■ ASSIGNED TASK:
Whenever a line contains the string "اعتباری", copy it out of the entries.

■ RECORD SET:
- Opening Delimiter -

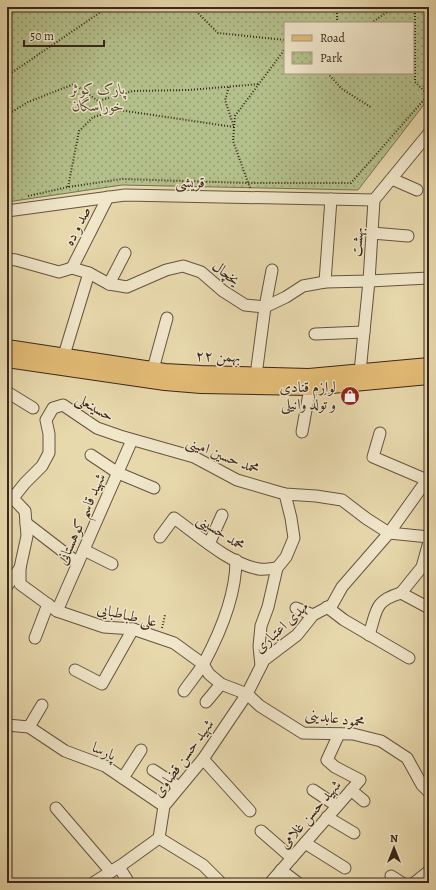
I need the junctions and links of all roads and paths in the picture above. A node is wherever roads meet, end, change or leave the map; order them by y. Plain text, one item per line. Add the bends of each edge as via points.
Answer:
1 (108, 7) edge
2 (192, 7) edge
3 (337, 7) edge
4 (395, 7) edge
5 (415, 7) edge
6 (337, 22) edge
7 (372, 22) edge
8 (284, 40) edge
9 (284, 50) edge
10 (330, 74) edge
11 (7, 76) edge
12 (259, 84) junction
13 (229, 87) junction
14 (428, 94) edge
15 (372, 108) dead end
16 (7, 126) edge
17 (234, 127) junction
18 (429, 133) edge
19 (424, 147) edge
20 (392, 179) junction
21 (248, 183) junction
22 (68, 187) junction
23 (417, 190) dead end
24 (108, 197) junction
25 (22, 198) dead end
26 (254, 198) junction
27 (331, 199) junction
28 (374, 200) junction
29 (7, 211) edge
30 (372, 233) junction
31 (408, 236) dead end
32 (125, 253) dead end
33 (7, 259) edge
34 (72, 268) junction
35 (272, 270) dead end
36 (89, 273) junction
37 (429, 278) edge
38 (369, 281) junction
39 (325, 282) junction
40 (109, 284) junction
41 (265, 307) junction
42 (167, 318) dead end
43 (364, 332) junction
44 (315, 334) dead end
45 (7, 347) edge
46 (64, 355) junction
47 (7, 360) edge
48 (429, 365) edge
49 (153, 369) junction
50 (360, 372) junction
51 (256, 375) junction
52 (429, 377) edge
53 (235, 380) junction
54 (310, 388) junction
55 (7, 392) edge
56 (33, 408) dead end
57 (302, 432) dead end
58 (380, 433) dead end
59 (132, 440) junction
60 (91, 455) dead end
61 (118, 473) junction
62 (428, 478) edge
63 (154, 488) dead end
64 (285, 494) junction
65 (10, 495) edge
66 (222, 515) dead end
67 (26, 523) junction
68 (389, 533) junction
69 (160, 537) dead end
70 (429, 537) edge
71 (429, 542) edge
72 (209, 544) junction
73 (84, 550) junction
74 (236, 560) junction
75 (78, 563) junction
76 (112, 564) dead end
77 (20, 568) junction
78 (277, 568) junction
79 (7, 586) edge
80 (401, 593) junction
81 (48, 604) junction
82 (327, 607) junction
83 (296, 608) dead end
84 (429, 608) edge
85 (57, 611) junction
86 (165, 615) dead end
87 (313, 615) junction
88 (133, 629) junction
89 (369, 635) junction
90 (159, 637) junction
91 (35, 638) dead end
92 (409, 658) dead end
93 (203, 664) junction
94 (261, 666) junction
95 (75, 670) dead end
96 (221, 684) junction
97 (184, 691) dead end
98 (247, 694) junction
99 (206, 702) dead end
100 (42, 705) dead end
101 (7, 725) edge
102 (29, 727) junction
103 (339, 734) junction
104 (141, 750) dead end
105 (203, 759) junction
106 (153, 770) dead end
107 (123, 778) junction
108 (179, 787) junction
109 (313, 790) dead end
110 (351, 790) junction
111 (429, 792) edge
112 (364, 801) dead end
113 (164, 806) junction
114 (336, 806) junction
115 (56, 808) dead end
116 (250, 811) dead end
117 (327, 817) junction
118 (262, 831) dead end
119 (354, 833) dead end
120 (159, 838) junction
121 (305, 843) junction
122 (292, 858) junction
123 (345, 868) dead end
124 (115, 869) junction
125 (281, 870) junction
126 (429, 871) edge
127 (391, 876) dead end
128 (94, 883) edge
129 (129, 883) edge
130 (221, 883) edge
131 (270, 883) edge
132 (298, 883) edge
133 (402, 883) edge
134 (414, 883) edge

1 - 11 path
2 - 8 path via 218,33
3 - 6 path
4 - 7 path
5 - 14 path via 415,82
9 - 12 path
10 - 15 path via 342,89
12 - 13 path
12 - 17 path via 235,116
13 - 16 path via 133,91 98,101 74,84 28,102 12,112
13 - 17 path via 225,100
14 - 21 path via 351,183
17 - 21 path via 233,141
17 - 22 path via 119,110 93,116 79,131
18 - 19 street
19 - 20 street
20 - 23 street
20 - 28 street
21 - 22 path via 122,180
21 - 26 path
22 - 25 path
24 - 26 street, قریشی via 125,195
24 - 29 street, قریشی
24 - 34 street, صد و ده
26 - 27 street, قریشی
27 - 28 street, قریشی
27 - 39 street
28 - 30 street, بهشت
30 - 31 street
30 - 38 street, بهشت
32 - 40 street
33 - 34 street, یخچال via 59,272
34 - 36 street, یخچال
35 - 41 street
36 - 40 street, یخچال
36 - 46 street
37 - 38 street
38 - 39 street
38 - 43 street, بهشت
39 - 41 street via 303,286 286,298
40 - 41 street, یخچال via 127,287 166,270 183,266 201,272 246,305
41 - 51 street
42 - 49 street
43 - 44 street
43 - 50 street, بهشت
45 - 46 main road, ۲۲ بهمن
46 - 49 main road, ۲۲ بهمن
47 - 53 main road, ۲۲ بهمن via 165,383
48 - 50 main road, ۲۲ بهمن
49 - 53 main road, ۲۲ بهمن via 201,373
50 - 51 main road, ۲۲ بهمن via 309,376
51 - 53 main road, ۲۲ بهمن
52 - 54 main road, ۲۲ بهمن
53 - 54 main road, ۲۲ بهمن
54 - 57 street
55 - 56 street
58 - 62 street via 373,457
59 - 61 street, شهید قاسم کوهستانی
59 - 64 street, محمد حسین امینی via 194,457 237,480
59 - 65 street, حسینعلی via 97,428 63,405 53,408 46,420 49,453 42,466
60 - 61 street
61 - 63 street
61 - 73 street, شهید قاسم کوهستانی
62 - 68 street, مهدی اعتباری
64 - 68 street, محمد حسین امینی via 342,500
64 - 78 street via 294,538 286,557
65 - 67 street, علی طباطبایی via 25,511
66 - 72 street
67 - 75 street
67 - 77 street, علی طباطبایی via 27,536
68 - 70 street
68 - 82 street, مهدی اعتباری via 342,588 332,605
69 - 72 street, محمد حسینی via 174,518
71 - 80 street via 422,567
72 - 74 street, محمد حسینی
73 - 75 street, شهید قاسم کوهستانی
73 - 76 street
74 - 78 street, محمد حسینی via 259,569
74 - 93 street via 233,587 218,632
75 - 85 street, شهید قاسم کوهستانی
77 - 79 street
77 - 81 street, علی طباطبایی via 20,584
78 - 94 street via 261,626
80 - 84 street
80 - 89 street via 388,597 378,606
81 - 85 street, علی طباطبایی
81 - 91 street
82 - 87 street, مهدی اعتباری
82 - 89 street
83 - 87 street
85 - 88 street, علی طباطبایی via 104,627
86 - 90 path
87 - 94 street, مهدی اعتباری via 297,635 264,660
88 - 90 street, علی طباطبایی
88 - 95 street via 102,684
89 - 92 street
90 - 93 street, علی طباطبایی via 174,643
93 - 96 street, علی طباطبایی via 209,674
93 - 97 street
94 - 98 street, مهدی اعتباری
96 - 98 street, علی طباطبایی
96 - 99 street
98 - 103 street, محمود عابدینی via 260,706 303,732
98 - 105 street, شهید حسن قضاوی
100 - 102 street
101 - 102 street
102 - 107 street, پارسا via 65,751 105,766
103 - 110 street, شهید حسن غلامی via 327,760 335,768 360,780
103 - 111 street, محمود عابدینی via 353,734 381,741 407,758 422,785
104 - 107 street
105 - 108 street, شهید حسن قضاوی
105 - 116 street
106 - 108 street
107 - 113 street, پارسا
108 - 113 street, شهید حسن قضاوی
109 - 114 street
110 - 112 street
110 - 114 street, شهید حسن غلامی
113 - 120 street, شهید حسن قضاوی
114 - 117 street, شهید حسن غلامی
115 - 124 street
117 - 119 street
117 - 121 street, شهید حسن غلامی
118 - 122 street
120 - 124 street
120 - 130 street via 203,865
121 - 122 street, شهید حسن غلامی
121 - 123 street
122 - 125 street, شهید حسن غلامی
124 - 128 street
124 - 129 street
125 - 131 street, شهید حسن غلامی
125 - 132 street
126 - 134 street
127 - 133 street

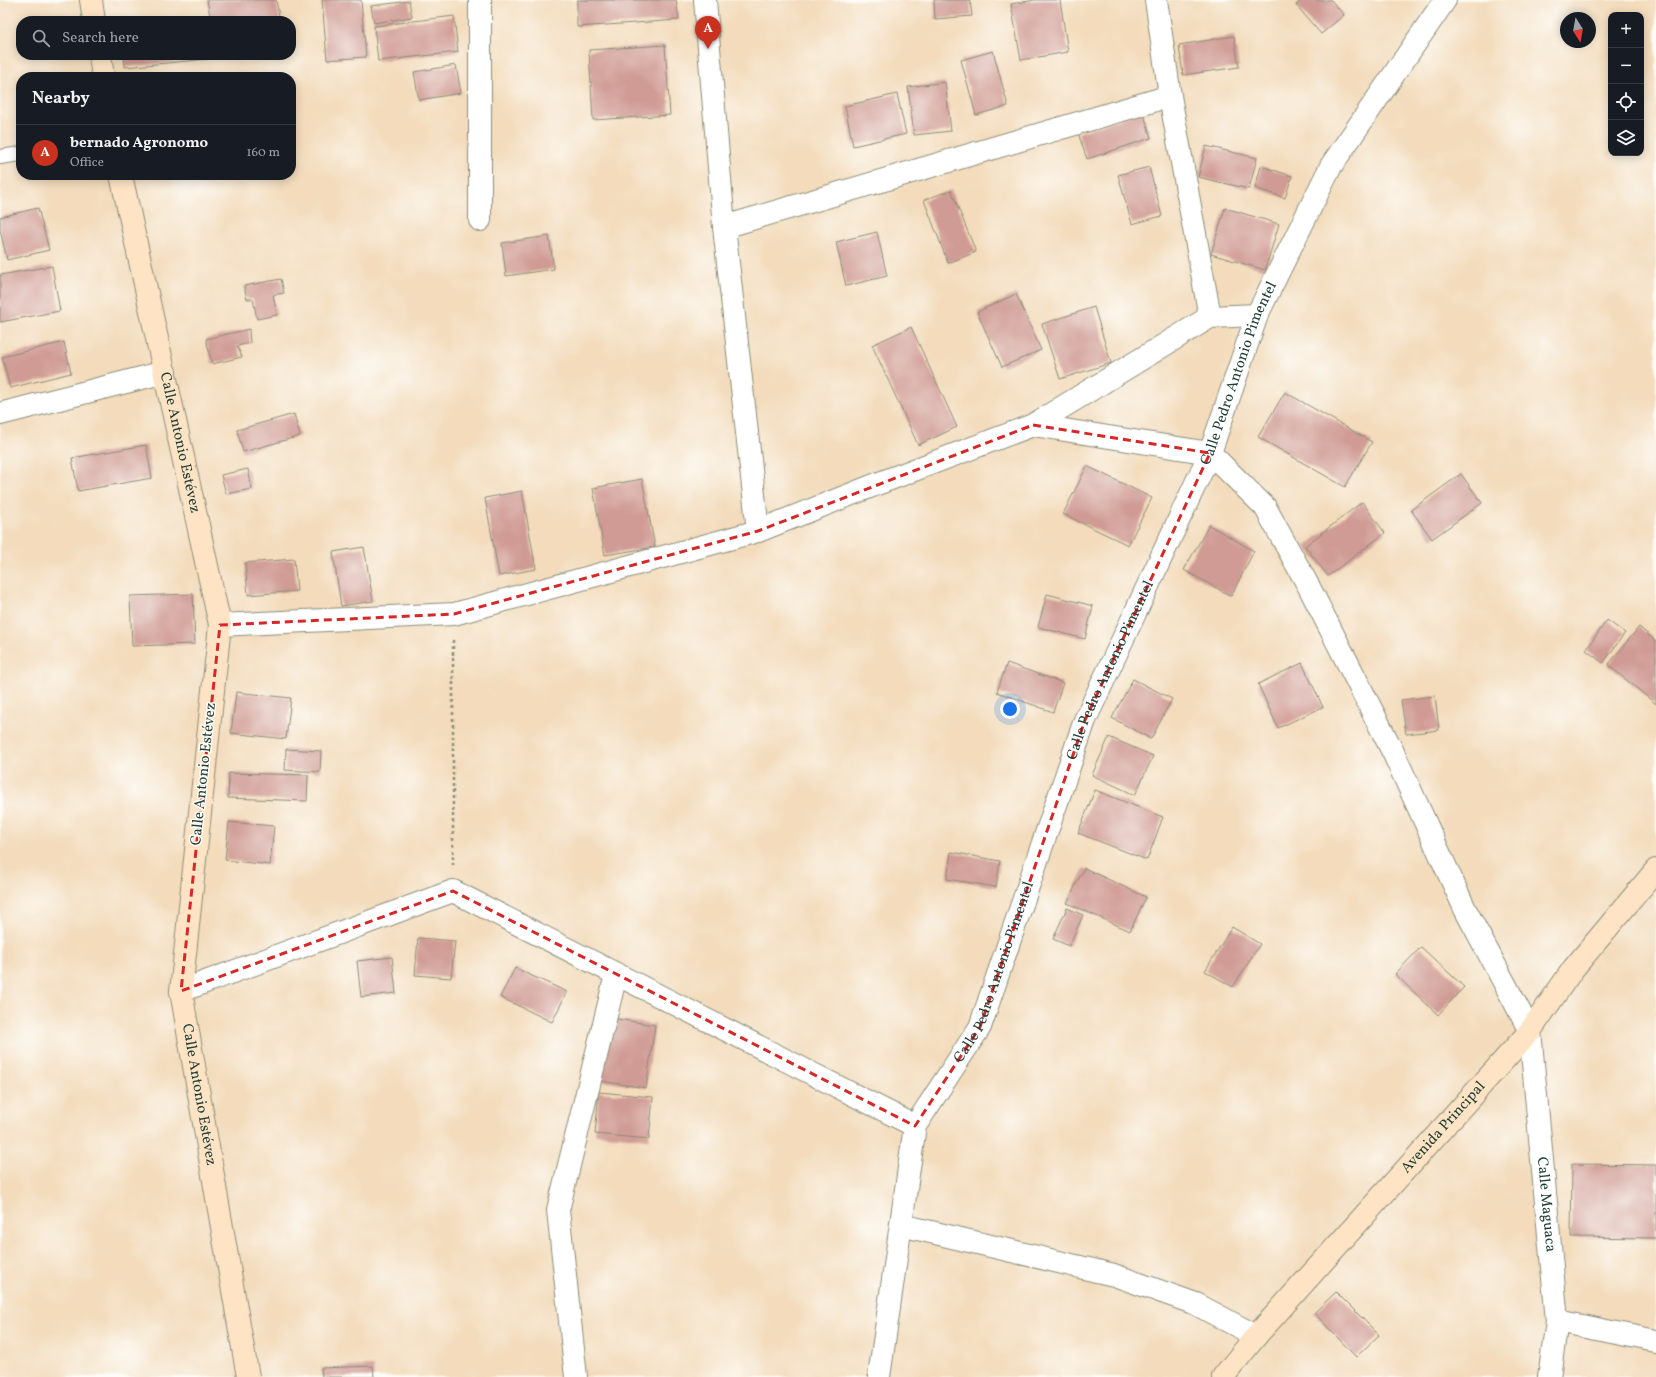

- Closing Delimiter -

■ THE COMPLETED TASK:
62 - 68 street, مهدی اعتباری
68 - 82 street, مهدی اعتباری via 342,588 332,605
82 - 87 street, مهدی اعتباری
87 - 94 street, مهدی اعتباری via 297,635 264,660
94 - 98 street, مهدی اعتباری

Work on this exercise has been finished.